By Adam Davis, EIP
The Chef Menteur property comprises about sixty three percent of the East Orleans Land Bridge, which rises just to the east of New Orleans above the Bayou Sauvage National Wildlife Refuge. This private property, of about 16,500 acres, was owned by CSX and then another private owner before being acquired by Ecosystem Investment Partners in 2012. The property had been ‘hammered’, as they say in the Gulf, by Huricane Katrina, and was badly eroded due to forces that are harming all of coastal Louisiana: exposure to wave action and canals cut through the marsh. As David Urban, EIP’s Director of Operations, put it, “From the air you can really see the pockets of open water inside the marsh that are formed as the land subsides… Like holes in a Swiss cheese.”
Above: A marsh buggy spreads dredge spoil in an open water area of degraded marsh at the Chef Menteur Property.
Today, however, two huge dredges are working just offshore from Chef Menteur Pass, pumping some 3 million yards of material from the bottom of Lake Borgne back into 487 acres of those open water holes–literally reversing the effect of erosion and subsidence. While no solution on the dynamic Gulf Coast can fairly be called permanent, this large-scale restoration activity can buy precious time for Lake Pontchartrain and its communities by creating healthy marsh–that provides critical functions like absorbing flood waters, storm surge and wave energy–and will lead to increased stability for the entire East Orleans Land Bridge. This additional time is critical as other long-term efforts, like those likely to follow from the Restore Act, require complex and coordinated action to get underway.
Above: A dredge boat piping slurry into degraded marsh areas where it will settle and re-vegetate with native marsh grasses.

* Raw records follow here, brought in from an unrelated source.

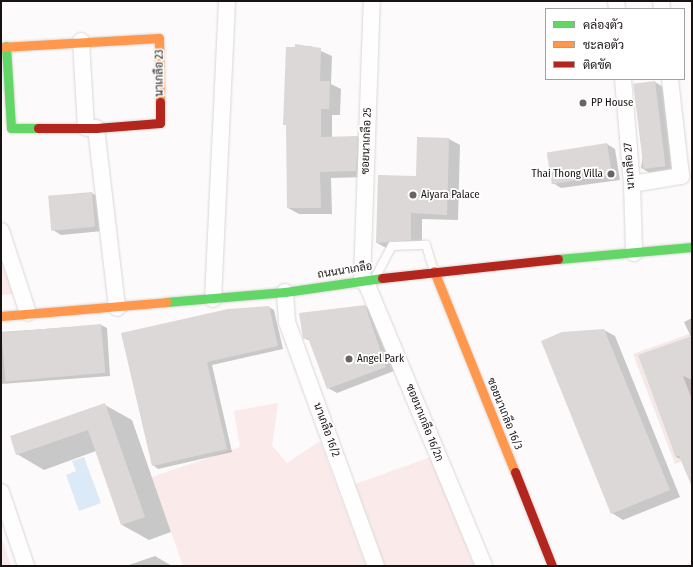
<!DOCTYPE html>
<meta charset="utf-8">
<style>
body{margin:0}
#map{position:relative;width:693px;height:567px;overflow:hidden;background:#fcfafa;font-family:"Fira Sans Condensed",Sarabun,sans-serif}
div>[style]{position:absolute}
[style*='--x']{left:calc(var(--x)*1px);top:calc(var(--y)*1px);width:calc(var(--w)*1px);rotate:calc(var(--a)*1deg)}
.built>*{inset:0;background:#f5e9e8}
.green>*{inset:0;background:#faeae9}
.water>*{inset:0;background:#dce9f7}
.shadow>*{inset:0;background:#0003}
.building>*{inset:0;background:#dcd8d8;transform-origin:0 0}
.roads{filter:drop-shadow(0 0 1px #dad7d6) drop-shadow(0 0 1px #dad7d6)}
.lane>*{height:8px;margin:-4px;padding:0 4px;transform-origin:4px;border-radius:4px;background:#fffefe}
.street>*{height:16px;margin:-8px;padding:0 8px;transform-origin:8px;border-radius:8px;background:#fffefe}
.fast>*{height:9px;margin:-4.5px;padding:0 4.5px;transform-origin:4.5px;border-radius:4.5px;background:#63d668}
.slow>*{height:9px;margin:-4.5px;padding:0 4.5px;transform-origin:4.5px;border-radius:4.5px;background:#ff974d}
.jam>*{height:9px;margin:-4.5px;padding:0 4.5px;transform-origin:4.5px;border-radius:4.5px;background:#b3261e}
.dots>*{width:11px;height:11px;translate:-50% -50%;box-sizing:border-box;border:2px solid #fff;border-radius:50%}
span{translate:-50% -50%;white-space:nowrap;text-align:center;line-height:1.15;-webkit-text-stroke:3.5px #fff;paint-order:stroke}
.street-label{font-size:11px;color:#181312}
.poi-label{font-size:11px;color:#181312}
.left{translate:0 -50%;text-align:left}
.right{translate:-100% -50%;text-align:right}
.frame{position:absolute;inset:0;border:2px solid #181312;pointer-events:none}
.legend{position:absolute;left:545px;top:8px;width:140px;height:72px;box-sizing:border-box;background:#fff;border:1px solid #a3a1a0;margin:0;padding:5px 7px;list-style:none;font-size:12px;color:#181312}
.legend li{display:flex;align-items:center;gap:8px;height:20px}
.legend b{width:20px;border:1px solid #a3a1a0}
</style>
<div id="map">
<div class="built">
<i style="clip-path:polygon(692px 333px,692px 458px,675px 464px,633px 354px)"></i>
</div>
<div class="green">
<i style="clip-path:polygon(1px 259px,14px 294px,1px 295px)"></i>
<i style="clip-path:polygon(278px 403px,272px 446px,287px 463px,320px 441px,366px 566px,183px 566px,152px 477px,240px 447px,234px 411px)"></i>
<i style="clip-path:polygon(431px 457px,474px 566px,385px 566px,355px 484px)"></i>
<i style="clip-path:polygon(1px 535px,11px 566px,1px 566px)"></i>
</div>
<div class="water">
<i style="clip-path:polygon(84px 457px,101px 503px,79px 511px,66px 475px,76px 471px,72px 461px)"></i>
</div>
<div class="shadow">
<i style="clip-path:polygon(310px 46px,332px 56px,331px 84px,341px 89px,340px 115px,332px 115px,332px 138px,357px 137px,369px 144px,367px 177px,331px 178px,332px 214px,299px 214px,288px 208px,287px 126px,284px 124px,287px 48px)"></i>
<i style="clip-path:polygon(655px 82px,663px 87px,673px 170px,650px 173px,641px 168px)"></i>
<i style="clip-path:polygon(449px 139px,460px 145px,458px 220px,422px 219px,422px 246px,388px 249px,377px 243px)"></i>
<i style="clip-path:polygon(607px 144px,615px 149px,620px 180px,561px 188px,553px 183px)"></i>
<i style="clip-path:polygon(92px 193px,100px 198px,103px 231px,61px 235px,53px 230px)"></i>
<i style="clip-path:polygon(365px 306px,374px 311px,394px 371px,337px 393px,328px 388px,310px 341px,304px 338px)"></i>
<i style="clip-path:polygon(269px 307px,274px 310px,283px 349px,212px 365px,232px 452px,158px 469px,153px 465px,123px 334px)"></i>
<i style="clip-path:polygon(692px 318px,691px 380px,692px 485px,681px 459px,676px 457px,639px 356px,691px 337px,684px 322px)"></i>
<i style="clip-path:polygon(101px 325px,107px 328px,110px 376px,1px 384px,1px 332px)"></i>
<i style="clip-path:polygon(604px 330px,615px 336px,680px 497px,623px 520px,612px 513px)"></i>
<i style="clip-path:polygon(105px 405px,132px 420px,171px 532px,149px 540px,122px 525px,96px 451px,44px 470px,17px 454px)"></i>
<i style="clip-path:polygon(155px 556px,172px 566px,126px 566px)"></i>
</div>
<div class="building">
<i style="clip-path:polygon(295px 44px,321px 48px,320px 81px,330px 81px,329px 109px,321px 109px,321px 137px,358px 136px,356px 171px,320px 172px,321px 208px,287px 208px,286px 125px,283px 125px,286px 47px,295px 47px)"></i>
<i style="left:655px;top:81px;width:86px;height:22px;rotate:83deg"></i>
<i style="clip-path:polygon(417px 137px,449px 138px,447px 215px,411px 213px,411px 240px,376px 243px,378px 175px,416px 176px)"></i>
<i style="left:607px;top:143px;width:32px;height:61px;rotate:81deg"></i>
<i style="left:92px;top:192px;width:35px;height:44px;rotate:85deg"></i>
<i style="clip-path:polygon(365px 305px,386px 367px,327px 389px,308px 338px,303px 339px,299px 313px)"></i>
<i style="clip-path:polygon(269px 306px,278px 346px,207px 362px,227px 449px,152px 466px,121px 333px,228px 309px)"></i>
<i style="left:101px;top:324px;width:49px;height:100px;rotate:85deg"></i>
<i style="clip-path:polygon(604px 329px,670px 490px,611px 514px,541px 341px,562px 332px)"></i>
<i style="clip-path:polygon(692px 336px,692px 380px,683px 376px,692px 400px,692px 487px,679px 456px,676px 457px,638px 355px)"></i>
<i style="clip-path:polygon(105px 403px,145px 517px,121px 525px,88px 430px,16px 455px,10px 436px)"></i>
</div>
<div class="roads">
<div class="lane">
<i style="--x:376;--y:276;--w:34;--a:-62"></i>
<i style="--x:392;--y:246;--w:34;--a:-2"></i>
<i style="--x:426;--y:245;--w:27;--a:73"></i>
</div>
<div class="street">
<i style="--x:616;--y:1;--w:8;--a:83"></i>
<i style="--x:661;--y:1;--w:8;--a:83"></i>
<i style="--x:81;--y:41;--w:87;--a:86.7"></i>
<i style="--x:623;--y:79;--w:105;--a:85.1"></i>
<i style="--x:632;--y:184;--w:69;--a:88.3"></i>
<i style="--x:96;--y:128;--w:181;--a:83.3"></i>
<i style="--x:632;--y:184;--w:50;--a:-9.3"></i>
<i style="--x:681;--y:176;--w:98;--a:-96.5"></i>
<i style="--x:1;--y:231;--w:86;--a:71.8"></i>
<i style="--x:365;--y:280;--w:310;--a:67.4"></i>
<i style="--x:362;--y:281;--w:280;--a:-88"></i>
<i style="--x:285;--y:292;--w:30;--a:86"></i>
<i style="--x:287;--y:322;--w:260;--a:70"></i>
<i style="--x:213;--y:299;--w:298;--a:-87.3"></i>
<i style="--x:1;--y:492;--w:78;--a:71.3"></i>
</div>
<div class="fast">
<i style="--x:6;--y:46;--w:82;--a:86.5"></i>
<i style="--x:11;--y:128;--w:27;--a:0"></i>
<i style="--x:558;--y:259;--w:135;--a:-5.1"></i>
<i style="--x:166;--y:302;--w:119;--a:-4.8"></i>
<i style="--x:285;--y:292;--w:98;--a:-8.2"></i>
</div>
<div class="slow">
<i style="--x:1;--y:47;--w:158;--a:-3.3"></i>
<i style="--x:159;--y:38;--w:64;--a:89.1"></i>
<i style="--x:434;--y:271;--w:217;--a:68.1"></i>
<i style="--x:1;--y:316;--w:166;--a:-4.8"></i>
</div>
<div class="jam">
<i style="--x:38;--y:128;--w:58;--a:0"></i>
<i style="--x:96;--y:128;--w:64;--a:-4.5"></i>
<i style="--x:160;--y:123;--w:21;--a:-90"></i>
<i style="--x:382;--y:278;--w:177;--a:-6.2"></i>
<i style="--x:515;--y:472;--w:101;--a:68.5"></i>
</div>
</div>
<div class="dots">
<i style="left:583px;top:103px;background:#686463"></i>
<i style="left:611px;top:174px;background:#686463"></i>
<i style="left:413px;top:195px;background:#686463"></i>
<i style="left:349px;top:359px;background:#686463"></i>
</div>
<div class="street-label">
<span style="left:160px;top:73px;rotate:-90deg">นาเกลือ 23</span>
<span style="left:367px;top:141px;rotate:-88deg">ซอยนาเกลือ 25</span>
<span style="left:630px;top:166px;rotate:-94deg">นาเกลือ 27</span>
<span style="left:345px;top:271px;rotate:-9deg">ถนนนาเกลือ</span>
<span style="left:504px;top:414px;rotate:68deg">ซอยนาเกลือ 16/3</span>
<span style="left:424px;top:423px;rotate:68deg">ซอยนาเกลือ 16/2ก</span>
<span style="left:326px;top:430px;rotate:70deg">นาเกลือ 16/2</span>
</div>
<div class="poi-label">
<span class="left" style="left:591px;top:103px">PP House</span>
<span class="right" style="left:603px;top:174px">Thai Thong Villa</span>
<span class="left" style="left:421px;top:195px">Aiyara Palace</span>
<span class="left" style="left:357px;top:359px">Angel Park</span>
</div>
<div class="frame"></div>
<ul class="legend">
<li><b style="height:5px;background:#63d668"></b>คล่องตัว</li>
<li><b style="height:5px;background:#ff974d"></b>ชะลอตัว</li>
<li><b style="height:5px;background:#b3261e"></b>ติดขัด</li>
</ul>
</div>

So what allows a private equity fund manager to invest in coastal restoration? The innovative program known as mitigation banking, which sets a rigorous standard for restoration–including permanent conservation of land, specific ecological success criteria, and financial assurance–but rewards restoration that meets that standard by recognizing the result as a legitimate source of compliance with Clean Water Act requirements. The Chef Menteur property was approved by the Army Corps, EPA, US Fish and Wildlife Service, National Marine Fisheries Service, Louisiana Department of Natural Resources and Louisiana Department of Wildlife and Fisheries as a mitigation bank in 2008. This means that other projects in the same region of the Gulf Coast with unavoidable impacts to marsh from levee construction, new transmission lines, roads or other infrastructure can purchase credits from the Chef Menteur site instead of trying to plan, permit and execute a restoration project on their own.
EIP ran a pilot project on the site last year, restoring 68 acres of degraded marsh, and the re-vegetated areas already have healtheir grasses and more wildlife usage than the surrounding marsh. The activity now underway is many times the size of that original effort, with the possibility of future additional expansion. Because of concerns about possible interference with the breeding and spawning habitat of the Gulf sturgeon, construction must be complete by October 31st of this year, and thus the dredges are operating 24 hours a day, 7 days a week to meet that deadline. Thirty full time jobs working on the restoration are part of the story here, and the skills of the employees of Pine Bluff Sand and Gravel and their subcontractors Wilco and Magnolia Dredging are on display as they set in place over a mile of continuously welded steel pipe to convey the dredge material to the degraded open water areas. Berms are constructed around the areas targeted for restoration, and the slurry consisting of mud and water is pumped at up to 200 lbs/inch of pressure to a level about a foot and a half above the grade of the existing marsh, where it will settle over the coming year.
Above: Excavators crossing the marsh to the construction site.
Because of its location, there are few properties on the Gulf Coast of Louisiana with more strategic value from an ecological and storm risk reduction perspective than the Chef Menteur property. The kind of restoration now underway is highlighted as a priority in Louisiana’s 2012 Coastal Master Plan and its habitat value is widely documented. Because of the support and encouragement from federal and state regulatory agencies, and the innovations in the Clean Water Act that align private incentives with public priorities, the investment capital managed by EIP is at work today for the people of the New Orleans area and the health of the regional ecosystem.
Above: Dredge spoil being pumped into an open water area of degraded marsh.